§ Your task
Begin with the line in which "Turn the roads" appears and end with the final line of the entries. Retype each one exactly and add nothing.

§ Data for analysis
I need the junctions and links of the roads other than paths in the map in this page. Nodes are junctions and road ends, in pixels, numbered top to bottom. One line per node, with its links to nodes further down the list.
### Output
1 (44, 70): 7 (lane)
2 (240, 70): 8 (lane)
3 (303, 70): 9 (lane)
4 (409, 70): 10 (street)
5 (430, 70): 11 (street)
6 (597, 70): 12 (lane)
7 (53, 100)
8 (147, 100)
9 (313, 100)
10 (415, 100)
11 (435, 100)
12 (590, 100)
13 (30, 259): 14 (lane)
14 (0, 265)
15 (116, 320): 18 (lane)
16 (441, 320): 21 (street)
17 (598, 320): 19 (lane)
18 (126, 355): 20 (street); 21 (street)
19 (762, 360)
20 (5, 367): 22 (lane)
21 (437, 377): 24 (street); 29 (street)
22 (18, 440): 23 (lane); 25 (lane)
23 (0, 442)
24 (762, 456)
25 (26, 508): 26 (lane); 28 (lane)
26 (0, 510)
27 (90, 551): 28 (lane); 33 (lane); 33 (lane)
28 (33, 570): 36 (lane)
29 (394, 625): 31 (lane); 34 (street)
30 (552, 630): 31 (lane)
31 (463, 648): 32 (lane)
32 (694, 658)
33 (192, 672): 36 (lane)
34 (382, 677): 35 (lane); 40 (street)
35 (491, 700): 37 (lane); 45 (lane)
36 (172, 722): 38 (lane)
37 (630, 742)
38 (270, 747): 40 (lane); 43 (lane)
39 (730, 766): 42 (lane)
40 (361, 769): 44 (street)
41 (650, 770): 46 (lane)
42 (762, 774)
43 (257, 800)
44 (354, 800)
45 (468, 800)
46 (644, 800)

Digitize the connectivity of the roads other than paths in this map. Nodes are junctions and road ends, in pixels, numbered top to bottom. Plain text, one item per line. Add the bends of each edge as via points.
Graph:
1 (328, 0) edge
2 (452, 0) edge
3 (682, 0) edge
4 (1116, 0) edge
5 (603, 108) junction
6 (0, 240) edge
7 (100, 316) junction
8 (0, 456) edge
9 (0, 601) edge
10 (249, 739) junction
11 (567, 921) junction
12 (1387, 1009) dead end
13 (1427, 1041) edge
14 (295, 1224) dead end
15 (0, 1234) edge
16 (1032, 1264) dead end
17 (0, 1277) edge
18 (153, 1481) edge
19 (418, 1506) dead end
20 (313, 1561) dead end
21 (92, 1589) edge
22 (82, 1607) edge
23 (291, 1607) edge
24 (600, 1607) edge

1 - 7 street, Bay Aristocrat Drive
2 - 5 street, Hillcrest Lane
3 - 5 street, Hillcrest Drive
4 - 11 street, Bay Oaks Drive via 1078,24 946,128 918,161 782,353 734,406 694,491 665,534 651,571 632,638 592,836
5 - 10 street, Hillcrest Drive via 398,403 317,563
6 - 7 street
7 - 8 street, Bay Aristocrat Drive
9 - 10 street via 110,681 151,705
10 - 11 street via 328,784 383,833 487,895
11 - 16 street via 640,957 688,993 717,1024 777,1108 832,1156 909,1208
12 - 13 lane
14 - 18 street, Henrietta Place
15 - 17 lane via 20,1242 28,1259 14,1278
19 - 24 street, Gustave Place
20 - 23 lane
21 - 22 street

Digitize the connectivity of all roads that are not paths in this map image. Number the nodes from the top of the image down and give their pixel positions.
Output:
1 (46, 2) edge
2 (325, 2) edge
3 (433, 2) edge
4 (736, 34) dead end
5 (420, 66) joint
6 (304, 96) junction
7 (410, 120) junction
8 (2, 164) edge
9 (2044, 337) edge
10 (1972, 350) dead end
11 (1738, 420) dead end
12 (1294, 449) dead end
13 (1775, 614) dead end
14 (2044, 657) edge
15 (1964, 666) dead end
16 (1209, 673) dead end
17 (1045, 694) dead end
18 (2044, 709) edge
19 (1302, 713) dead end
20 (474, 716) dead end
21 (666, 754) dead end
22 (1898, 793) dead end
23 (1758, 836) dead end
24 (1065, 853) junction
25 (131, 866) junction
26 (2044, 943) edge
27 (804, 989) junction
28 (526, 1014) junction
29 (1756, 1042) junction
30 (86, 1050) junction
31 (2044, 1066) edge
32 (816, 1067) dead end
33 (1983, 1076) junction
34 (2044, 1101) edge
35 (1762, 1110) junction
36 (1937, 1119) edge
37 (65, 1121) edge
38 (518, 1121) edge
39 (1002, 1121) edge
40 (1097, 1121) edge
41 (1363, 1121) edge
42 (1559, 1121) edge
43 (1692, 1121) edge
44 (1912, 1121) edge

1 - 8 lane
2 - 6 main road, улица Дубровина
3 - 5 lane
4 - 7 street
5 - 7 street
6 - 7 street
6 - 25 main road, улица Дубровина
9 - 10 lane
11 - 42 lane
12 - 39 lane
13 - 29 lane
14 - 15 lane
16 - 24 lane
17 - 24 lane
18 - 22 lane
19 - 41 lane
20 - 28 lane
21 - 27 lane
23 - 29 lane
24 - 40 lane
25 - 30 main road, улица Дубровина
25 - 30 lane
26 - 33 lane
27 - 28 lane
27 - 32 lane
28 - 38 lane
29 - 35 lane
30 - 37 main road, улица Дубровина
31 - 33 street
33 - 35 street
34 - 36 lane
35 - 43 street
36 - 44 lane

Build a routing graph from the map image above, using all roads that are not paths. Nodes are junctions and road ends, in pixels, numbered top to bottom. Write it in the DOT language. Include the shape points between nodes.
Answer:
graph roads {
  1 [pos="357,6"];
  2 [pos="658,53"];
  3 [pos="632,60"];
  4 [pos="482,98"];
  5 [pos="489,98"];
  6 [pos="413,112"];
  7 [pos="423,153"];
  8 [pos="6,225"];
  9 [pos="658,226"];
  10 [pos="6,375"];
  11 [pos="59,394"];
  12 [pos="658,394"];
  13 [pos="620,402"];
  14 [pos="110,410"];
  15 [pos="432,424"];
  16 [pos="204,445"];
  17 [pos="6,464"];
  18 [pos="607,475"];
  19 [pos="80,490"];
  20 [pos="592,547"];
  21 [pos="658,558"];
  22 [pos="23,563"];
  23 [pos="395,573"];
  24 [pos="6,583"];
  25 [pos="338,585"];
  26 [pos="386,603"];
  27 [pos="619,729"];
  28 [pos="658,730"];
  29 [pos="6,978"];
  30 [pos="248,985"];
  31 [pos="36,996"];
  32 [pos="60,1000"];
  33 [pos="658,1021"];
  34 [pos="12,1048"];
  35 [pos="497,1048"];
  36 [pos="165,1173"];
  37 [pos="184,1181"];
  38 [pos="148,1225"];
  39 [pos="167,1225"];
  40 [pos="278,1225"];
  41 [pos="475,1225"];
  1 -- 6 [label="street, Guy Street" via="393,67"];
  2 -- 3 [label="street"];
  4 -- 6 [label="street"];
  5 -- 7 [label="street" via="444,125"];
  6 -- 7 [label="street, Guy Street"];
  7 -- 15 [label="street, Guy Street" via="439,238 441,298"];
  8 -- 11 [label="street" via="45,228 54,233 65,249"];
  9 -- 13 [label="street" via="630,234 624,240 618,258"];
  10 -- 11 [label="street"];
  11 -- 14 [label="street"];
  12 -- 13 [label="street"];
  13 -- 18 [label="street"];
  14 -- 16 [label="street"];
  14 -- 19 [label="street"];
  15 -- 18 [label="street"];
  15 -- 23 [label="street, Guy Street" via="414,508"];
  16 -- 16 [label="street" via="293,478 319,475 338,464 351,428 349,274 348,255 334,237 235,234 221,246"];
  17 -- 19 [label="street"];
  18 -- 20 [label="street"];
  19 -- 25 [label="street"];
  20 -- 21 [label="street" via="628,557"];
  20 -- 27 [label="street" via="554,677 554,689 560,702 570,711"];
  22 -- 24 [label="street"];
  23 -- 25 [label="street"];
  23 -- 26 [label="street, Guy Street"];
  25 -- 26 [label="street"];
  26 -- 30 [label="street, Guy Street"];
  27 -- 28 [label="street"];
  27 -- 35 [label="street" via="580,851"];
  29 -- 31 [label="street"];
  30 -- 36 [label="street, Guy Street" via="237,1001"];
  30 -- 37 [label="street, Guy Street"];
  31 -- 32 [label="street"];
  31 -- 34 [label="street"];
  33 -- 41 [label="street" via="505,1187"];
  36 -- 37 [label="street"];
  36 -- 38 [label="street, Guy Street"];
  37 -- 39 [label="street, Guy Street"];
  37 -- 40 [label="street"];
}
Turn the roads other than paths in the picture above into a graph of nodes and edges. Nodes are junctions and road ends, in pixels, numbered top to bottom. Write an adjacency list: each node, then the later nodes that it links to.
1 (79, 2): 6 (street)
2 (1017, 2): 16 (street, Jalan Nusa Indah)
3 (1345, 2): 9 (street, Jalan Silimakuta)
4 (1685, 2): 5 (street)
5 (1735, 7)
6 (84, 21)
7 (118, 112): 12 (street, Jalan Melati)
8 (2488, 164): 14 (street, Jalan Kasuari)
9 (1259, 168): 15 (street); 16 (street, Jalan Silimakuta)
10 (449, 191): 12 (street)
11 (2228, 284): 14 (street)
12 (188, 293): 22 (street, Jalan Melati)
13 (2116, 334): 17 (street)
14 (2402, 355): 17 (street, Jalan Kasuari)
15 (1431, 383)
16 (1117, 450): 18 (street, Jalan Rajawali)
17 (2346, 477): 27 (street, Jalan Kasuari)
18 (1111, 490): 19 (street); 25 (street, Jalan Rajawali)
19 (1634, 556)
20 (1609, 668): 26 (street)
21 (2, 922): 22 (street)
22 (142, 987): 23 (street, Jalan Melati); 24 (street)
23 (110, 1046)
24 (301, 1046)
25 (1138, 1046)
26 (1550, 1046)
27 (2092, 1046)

§ Exercise output
Turn the roads other than paths in the picture above into a graph of nodes and edges. Nodes are junctions and road ends, in pixels, numbered top to bottom. Write an adjacency list: each node, then the later nodes that it links to.
1 (79, 2): 6 (street)
2 (1017, 2): 16 (street, Jalan Nusa Indah)
3 (1345, 2): 9 (street, Jalan Silimakuta)
4 (1685, 2): 5 (street)
5 (1735, 7)
6 (84, 21)
7 (118, 112): 12 (street, Jalan Melati)
8 (2488, 164): 14 (street, Jalan Kasuari)
9 (1259, 168): 15 (street); 16 (street, Jalan Silimakuta)
10 (449, 191): 12 (street)
11 (2228, 284): 14 (street)
12 (188, 293): 22 (street, Jalan Melati)
13 (2116, 334): 17 (street)
14 (2402, 355): 17 (street, Jalan Kasuari)
15 (1431, 383)
16 (1117, 450): 18 (street, Jalan Rajawali)
17 (2346, 477): 27 (street, Jalan Kasuari)
18 (1111, 490): 19 (street); 25 (street, Jalan Rajawali)
19 (1634, 556)
20 (1609, 668): 26 (street)
21 (2, 922): 22 (street)
22 (142, 987): 23 (street, Jalan Melati); 24 (street)
23 (110, 1046)
24 (301, 1046)
25 (1138, 1046)
26 (1550, 1046)
27 (2092, 1046)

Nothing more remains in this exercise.